Stored data entries:
* * *
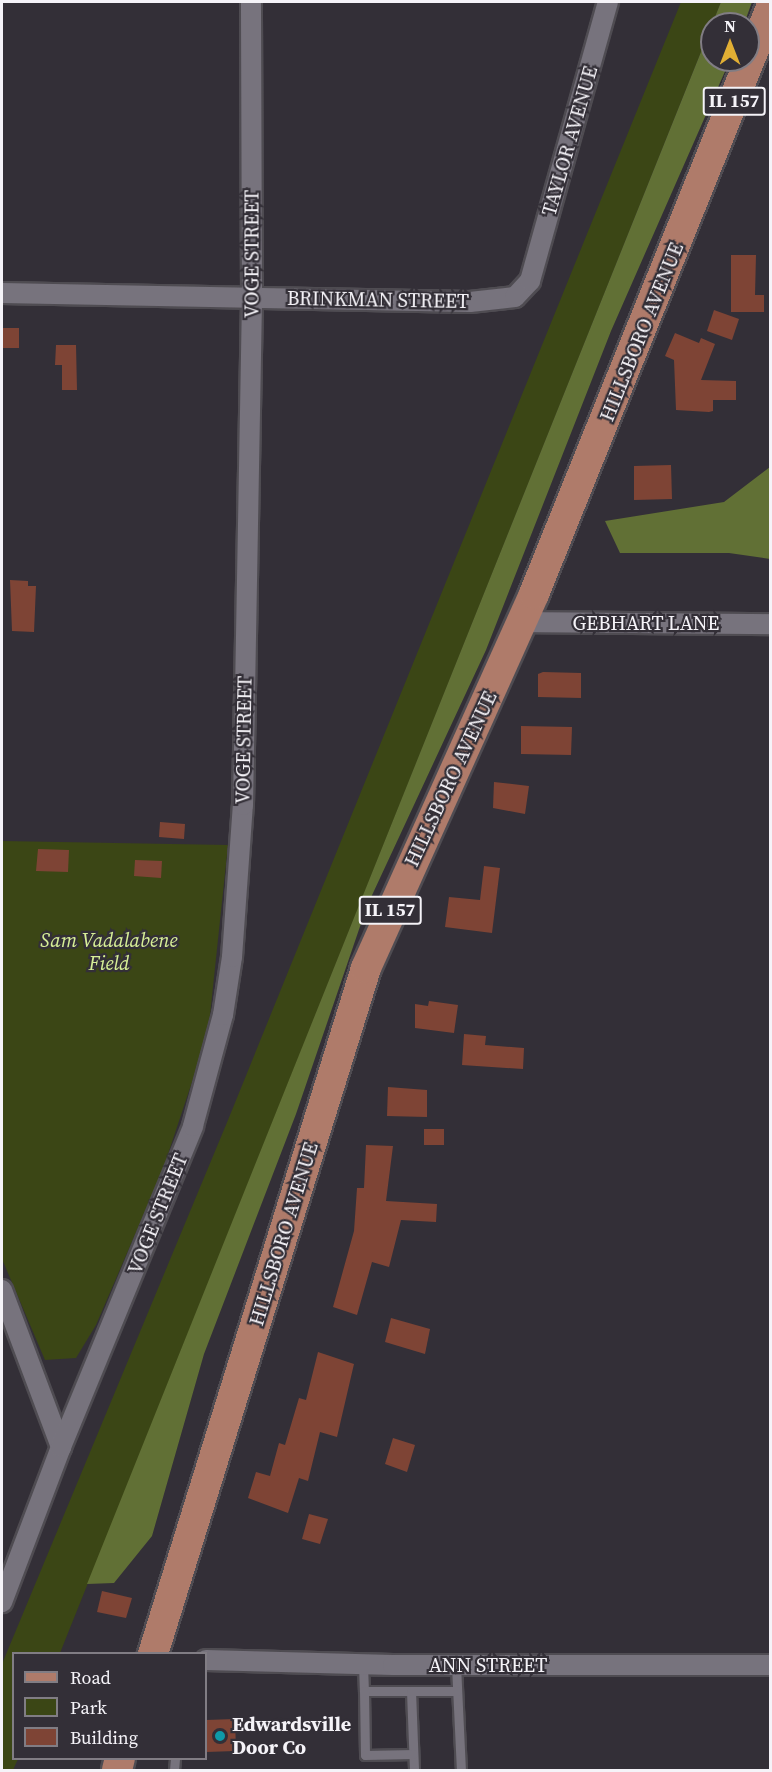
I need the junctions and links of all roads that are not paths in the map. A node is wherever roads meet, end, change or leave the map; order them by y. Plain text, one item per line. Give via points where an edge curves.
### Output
1 (251, 2) edge
2 (608, 2) edge
3 (771, 10) edge
4 (530, 281) joint
5 (2, 293) edge
6 (252, 298) junction
7 (522, 622) junction
8 (771, 624) edge
9 (2, 1290) edge
10 (61, 1448) junction
11 (2, 1602) edge
12 (153, 1652) edge
13 (207, 1660) edge
14 (363, 1664) junction
15 (456, 1665) junction
16 (771, 1665) edge
17 (364, 1691) junction
18 (411, 1691) junction
19 (457, 1691) junction
20 (413, 1754) junction
21 (414, 1770) edge
22 (461, 1770) edge

1 - 6 street, VOGE STREET
2 - 4 street, TAYLOR AVENUE
3 - 7 main road, HILLSBORO AVENUE / IL 157
4 - 6 street, BRINKMAN STREET via 515,297 497,302
5 - 6 street, BRINKMAN STREET
6 - 10 street, VOGE STREET via 243,806 239,889 225,1004 211,1070 189,1137
7 - 8 street, GEBHART LANE
7 - 12 main road, HILLSBORO AVENUE / IL 157 via 366,968
9 - 10 street
10 - 11 street, VOGE STREET
13 - 14 street, ANN STREET
14 - 15 street, ANN STREET
14 - 17 lane
15 - 16 street, ANN STREET
15 - 19 lane
17 - 18 lane
17 - 20 lane via 364,1755
18 - 19 lane
18 - 20 lane
19 - 22 lane
20 - 21 lane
* * *
TASK DIRECTIONS —
Retype every record as it stands. None of the pictures should appear.

SOLUTION FOR THIS EXERCISE —
I need the junctions and links of all roads that are not paths in the map. A node is wherever roads meet, end, change or leave the map; order them by y. Plain text, one item per line. Give via points where an edge curves.
### Output
1 (251, 2) edge
2 (608, 2) edge
3 (771, 10) edge
4 (530, 281) joint
5 (2, 293) edge
6 (252, 298) junction
7 (522, 622) junction
8 (771, 624) edge
9 (2, 1290) edge
10 (61, 1448) junction
11 (2, 1602) edge
12 (153, 1652) edge
13 (207, 1660) edge
14 (363, 1664) junction
15 (456, 1665) junction
16 (771, 1665) edge
17 (364, 1691) junction
18 (411, 1691) junction
19 (457, 1691) junction
20 (413, 1754) junction
21 (414, 1770) edge
22 (461, 1770) edge

1 - 6 street, VOGE STREET
2 - 4 street, TAYLOR AVENUE
3 - 7 main road, HILLSBORO AVENUE / IL 157
4 - 6 street, BRINKMAN STREET via 515,297 497,302
5 - 6 street, BRINKMAN STREET
6 - 10 street, VOGE STREET via 243,806 239,889 225,1004 211,1070 189,1137
7 - 8 street, GEBHART LANE
7 - 12 main road, HILLSBORO AVENUE / IL 157 via 366,968
9 - 10 street
10 - 11 street, VOGE STREET
13 - 14 street, ANN STREET
14 - 15 street, ANN STREET
14 - 17 lane
15 - 16 street, ANN STREET
15 - 19 lane
17 - 18 lane
17 - 20 lane via 364,1755
18 - 19 lane
18 - 20 lane
19 - 22 lane
20 - 21 lane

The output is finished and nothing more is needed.